__Exercise brief__
Every entry is to be copied exactly as written, and the pictures are to be skipped.

::: Raw data

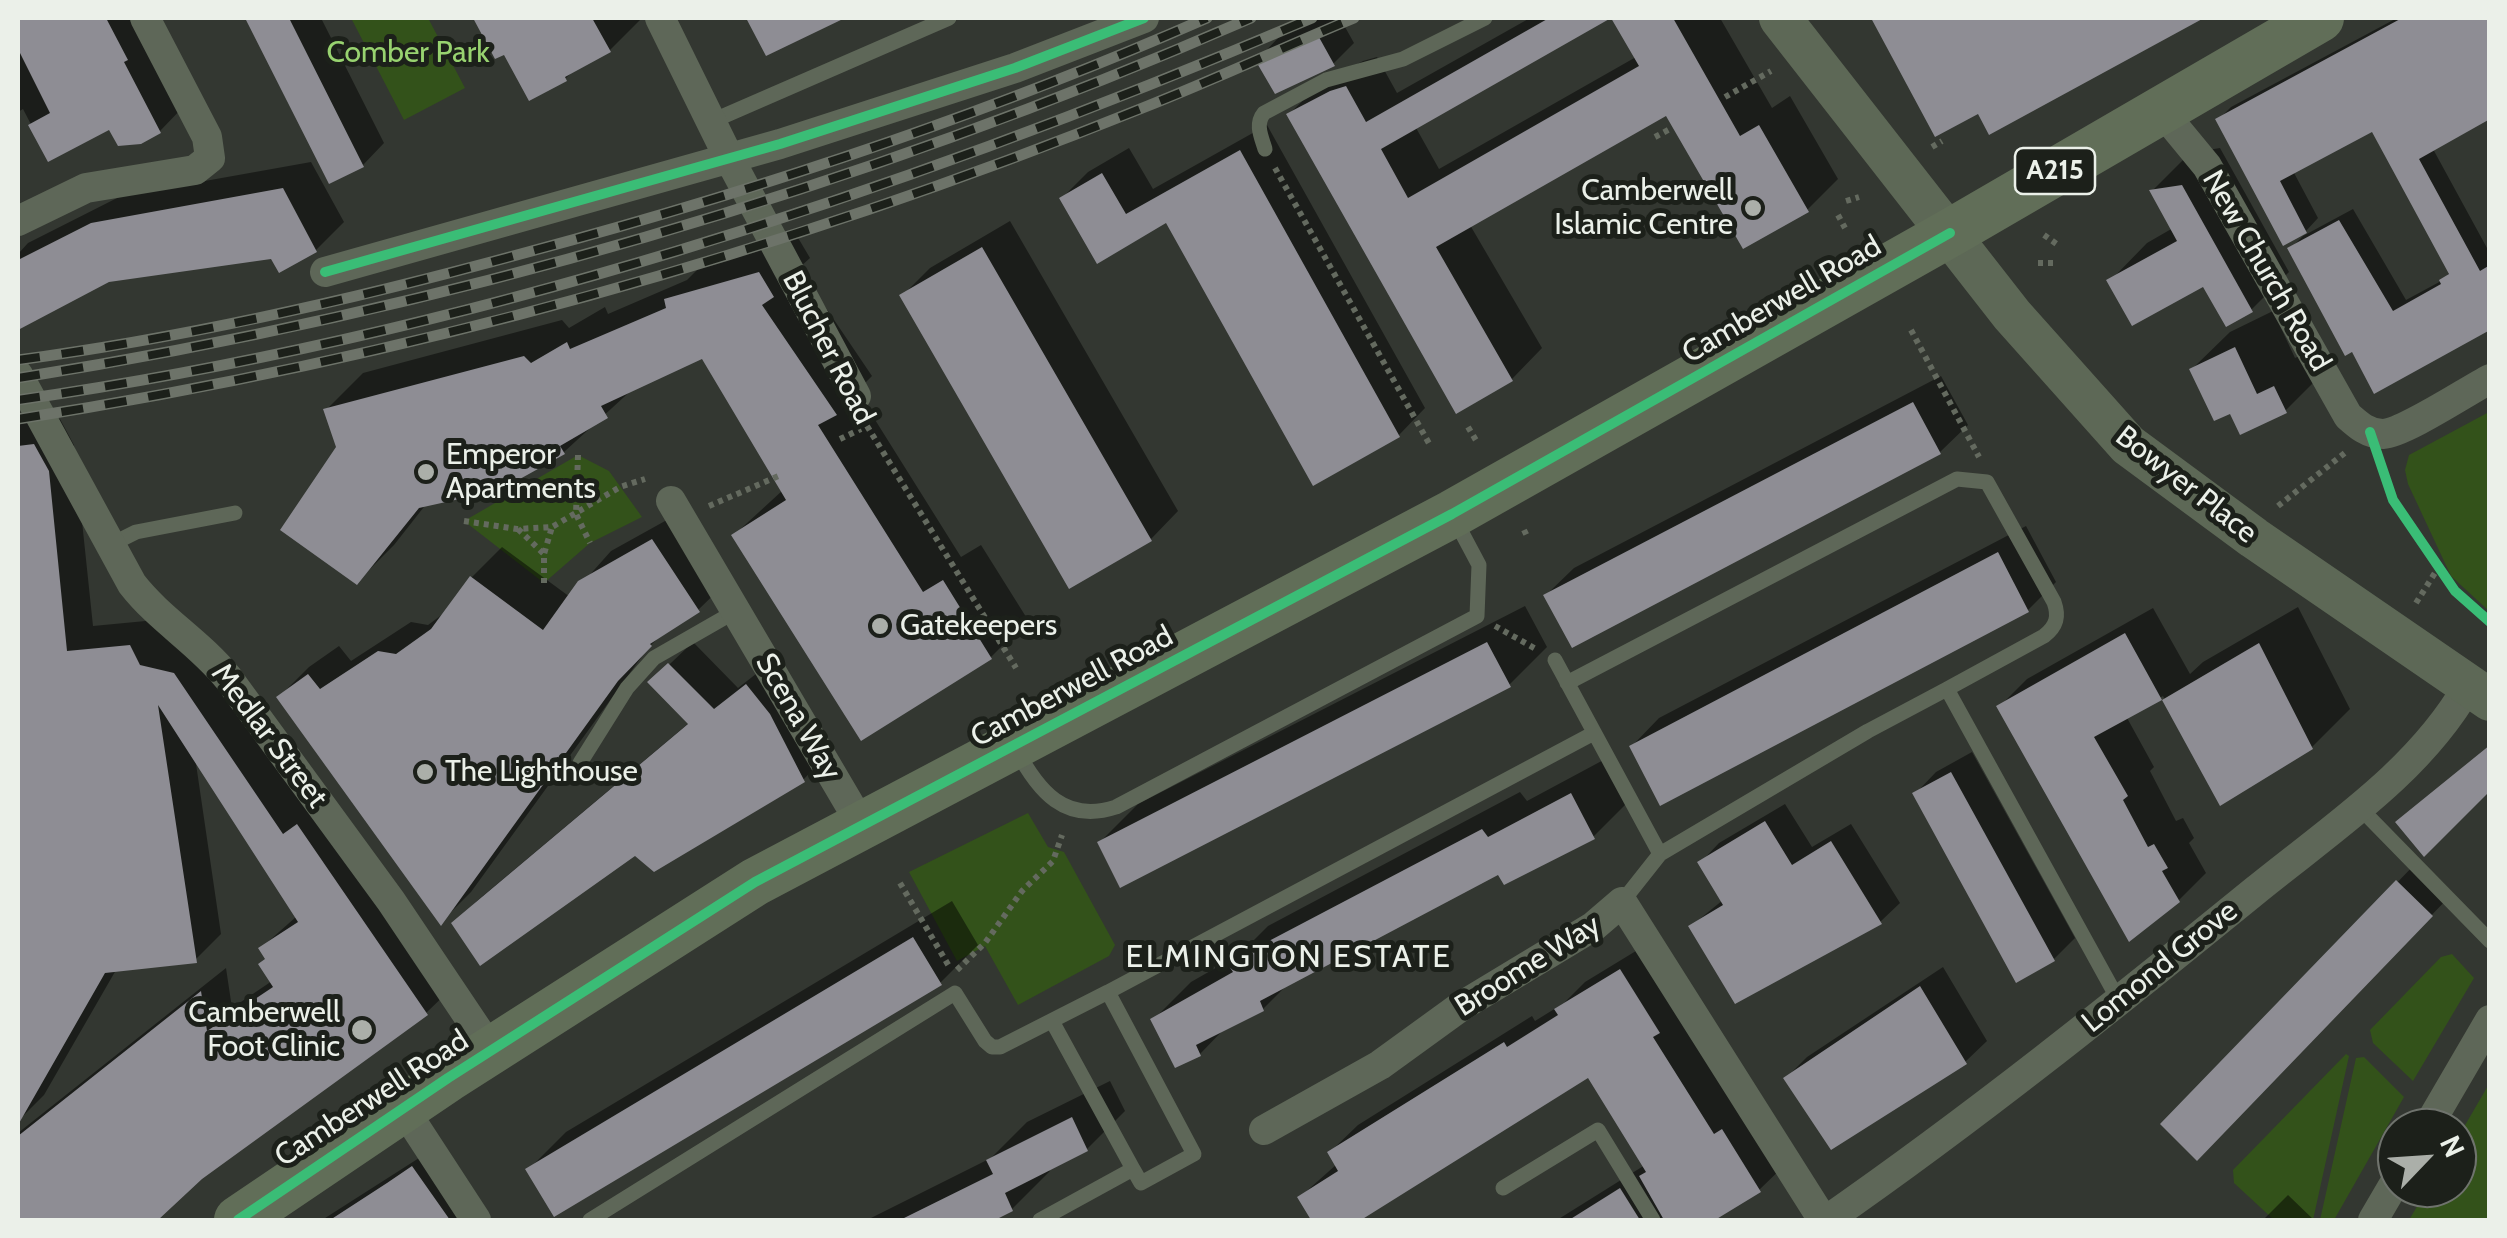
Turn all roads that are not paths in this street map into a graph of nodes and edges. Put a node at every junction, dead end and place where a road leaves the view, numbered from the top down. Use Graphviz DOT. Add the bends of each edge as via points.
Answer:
graph roads {
  1 [pos="145,18"];
  2 [pos="660,18"];
  3 [pos="949,18"];
  4 [pos="1144,18"];
  5 [pos="1486,18"];
  6 [pos="1780,18"];
  7 [pos="2320,18"];
  8 [pos="2160,109"];
  9 [pos="710,122"];
  10 [pos="1266,148"];
  11 [pos="728,156"];
  12 [pos="18,222"];
  13 [pos="1950,234"];
  14 [pos="324,272"];
  15 [pos="18,374"];
  16 [pos="2490,379"];
  17 [pos="856,396"];
  18 [pos="676,509"];
  19 [pos="235,512"];
  20 [pos="1452,514"];
  21 [pos="110,545"];
  22 [pos="736,610"];
  23 [pos="1554,660"];
  24 [pos="1567,683"];
  25 [pos="1947,689"];
  26 [pos="2479,693"];
  27 [pos="1594,733"];
  28 [pos="1014,746"];
  29 [pos="580,762"];
  30 [pos="2358,806"];
  31 [pos="861,824"];
  32 [pos="1660,854"];
  33 [pos="1622,902"];
  34 [pos="2490,941"];
  35 [pos="1108,992"];
  36 [pos="2119,1000"];
  37 [pos="2490,1020"];
  38 [pos="1052,1021"];
  39 [pos="492,1050"];
  40 [pos="403,1108"];
  41 [pos="2439,1108"];
  42 [pos="1264,1130"];
  43 [pos="1133,1169"];
  44 [pos="1504,1188"];
  45 [pos="238,1220"];
  46 [pos="476,1220"];
  47 [pos="590,1220"];
  48 [pos="1040,1220"];
  49 [pos="1653,1220"];
  50 [pos="1825,1220"];
  1 -- 12 [label="street" via="207,137 210,158 195,170 75,192"];
  2 -- 9 [label="street, Blucher Road"];
  3 -- 9 [label="lane"];
  4 -- 11 [label="street" via="1015,68"];
  5 -- 10 [label="lane" via="1403,59 1326,80 1264,113 1259,127"];
  6 -- 13 [label="main road, Bowyer Place"];
  7 -- 8 [label="main road, Camberwell Road / A215"];
  8 -- 13 [label="main road, Camberwell Road / A215"];
  8 -- 16 [label="street, New Church Road" via="2207,166 2348,416 2370,432 2392,432"];
  9 -- 11 [label="street, Blucher Road"];
  11 -- 14 [label="street"];
  11 -- 17 [label="street, Blucher Road"];
  13 -- 20 [label="main road, Camberwell Road / A215"];
  13 -- 26 [label="main road, Bowyer Place" via="2128,445"];
  15 -- 21 [label="street, Medlar Street"];
  18 -- 22 [label="street, Scena Way"];
  19 -- 21 [label="lane" via="136,532"];
  20 -- 28 [label="main road, Camberwell Road / A215"];
  20 -- 28 [label="lane" via="1479,566 1477,616 1106,810 1072,810 1054,799 1037,786"];
  21 -- 39 [label="street, Medlar Street" via="151,609 207,652 228,678"];
  22 -- 29 [label="lane" via="654,658"];
  22 -- 31 [label="street, Scena Way"];
  23 -- 24 [label="lane"];
  24 -- 25 [label="lane" via="1957,479 1987,482 2054,602 2056,623"];
  24 -- 27 [label="lane"];
  25 -- 32 [label="lane"];
  25 -- 36 [label="lane"];
  26 -- 30 [label="street, Lomond Grove"];
  27 -- 32 [label="lane"];
  27 -- 35 [label="lane"];
  28 -- 31 [label="main road, Camberwell Road / A215"];
  30 -- 34 [label="lane"];
  30 -- 36 [label="street, Lomond Grove"];
  31 -- 39 [label="main road, Camberwell Road / A215" via="755,882"];
  32 -- 33 [label="lane"];
  33 -- 42 [label="street, Broome Way" via="1380,1065"];
  33 -- 50 [label="street, Broome Way"];
  35 -- 38 [label="lane"];
  35 -- 43 [label="lane" via="1194,1154 1141,1183"];
  36 -- 50 [label="street, Lomond Grove"];
  37 -- 41 [label="street"];
  38 -- 43 [label="lane"];
  38 -- 47 [label="lane" via="992,1047 955,994"];
  39 -- 40 [label="main road, Camberwell Road / A215"];
  40 -- 45 [label="main road, Camberwell Road / A215"];
  40 -- 46 [label="street"];
  43 -- 48 [label="lane"];
  44 -- 49 [label="lane" via="1598,1130"];
}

::::::

__Solution to this problem__
Turn all roads that are not paths in this street map into a graph of nodes and edges. Put a node at every junction, dead end and place where a road leaves the view, numbered from the top down. Use Graphviz DOT. Add the bends of each edge as via points.
Answer:
graph roads {
  1 [pos="145,18"];
  2 [pos="660,18"];
  3 [pos="949,18"];
  4 [pos="1144,18"];
  5 [pos="1486,18"];
  6 [pos="1780,18"];
  7 [pos="2320,18"];
  8 [pos="2160,109"];
  9 [pos="710,122"];
  10 [pos="1266,148"];
  11 [pos="728,156"];
  12 [pos="18,222"];
  13 [pos="1950,234"];
  14 [pos="324,272"];
  15 [pos="18,374"];
  16 [pos="2490,379"];
  17 [pos="856,396"];
  18 [pos="676,509"];
  19 [pos="235,512"];
  20 [pos="1452,514"];
  21 [pos="110,545"];
  22 [pos="736,610"];
  23 [pos="1554,660"];
  24 [pos="1567,683"];
  25 [pos="1947,689"];
  26 [pos="2479,693"];
  27 [pos="1594,733"];
  28 [pos="1014,746"];
  29 [pos="580,762"];
  30 [pos="2358,806"];
  31 [pos="861,824"];
  32 [pos="1660,854"];
  33 [pos="1622,902"];
  34 [pos="2490,941"];
  35 [pos="1108,992"];
  36 [pos="2119,1000"];
  37 [pos="2490,1020"];
  38 [pos="1052,1021"];
  39 [pos="492,1050"];
  40 [pos="403,1108"];
  41 [pos="2439,1108"];
  42 [pos="1264,1130"];
  43 [pos="1133,1169"];
  44 [pos="1504,1188"];
  45 [pos="238,1220"];
  46 [pos="476,1220"];
  47 [pos="590,1220"];
  48 [pos="1040,1220"];
  49 [pos="1653,1220"];
  50 [pos="1825,1220"];
  1 -- 12 [label="street" via="207,137 210,158 195,170 75,192"];
  2 -- 9 [label="street, Blucher Road"];
  3 -- 9 [label="lane"];
  4 -- 11 [label="street" via="1015,68"];
  5 -- 10 [label="lane" via="1403,59 1326,80 1264,113 1259,127"];
  6 -- 13 [label="main road, Bowyer Place"];
  7 -- 8 [label="main road, Camberwell Road / A215"];
  8 -- 13 [label="main road, Camberwell Road / A215"];
  8 -- 16 [label="street, New Church Road" via="2207,166 2348,416 2370,432 2392,432"];
  9 -- 11 [label="street, Blucher Road"];
  11 -- 14 [label="street"];
  11 -- 17 [label="street, Blucher Road"];
  13 -- 20 [label="main road, Camberwell Road / A215"];
  13 -- 26 [label="main road, Bowyer Place" via="2128,445"];
  15 -- 21 [label="street, Medlar Street"];
  18 -- 22 [label="street, Scena Way"];
  19 -- 21 [label="lane" via="136,532"];
  20 -- 28 [label="main road, Camberwell Road / A215"];
  20 -- 28 [label="lane" via="1479,566 1477,616 1106,810 1072,810 1054,799 1037,786"];
  21 -- 39 [label="street, Medlar Street" via="151,609 207,652 228,678"];
  22 -- 29 [label="lane" via="654,658"];
  22 -- 31 [label="street, Scena Way"];
  23 -- 24 [label="lane"];
  24 -- 25 [label="lane" via="1957,479 1987,482 2054,602 2056,623"];
  24 -- 27 [label="lane"];
  25 -- 32 [label="lane"];
  25 -- 36 [label="lane"];
  26 -- 30 [label="street, Lomond Grove"];
  27 -- 32 [label="lane"];
  27 -- 35 [label="lane"];
  28 -- 31 [label="main road, Camberwell Road / A215"];
  30 -- 34 [label="lane"];
  30 -- 36 [label="street, Lomond Grove"];
  31 -- 39 [label="main road, Camberwell Road / A215" via="755,882"];
  32 -- 33 [label="lane"];
  33 -- 42 [label="street, Broome Way" via="1380,1065"];
  33 -- 50 [label="street, Broome Way"];
  35 -- 38 [label="lane"];
  35 -- 43 [label="lane" via="1194,1154 1141,1183"];
  36 -- 50 [label="street, Lomond Grove"];
  37 -- 41 [label="street"];
  38 -- 43 [label="lane"];
  38 -- 47 [label="lane" via="992,1047 955,994"];
  39 -- 40 [label="main road, Camberwell Road / A215"];
  40 -- 45 [label="main road, Camberwell Road / A215"];
  40 -- 46 [label="street"];
  43 -- 48 [label="lane"];
  44 -- 49 [label="lane" via="1598,1130"];
}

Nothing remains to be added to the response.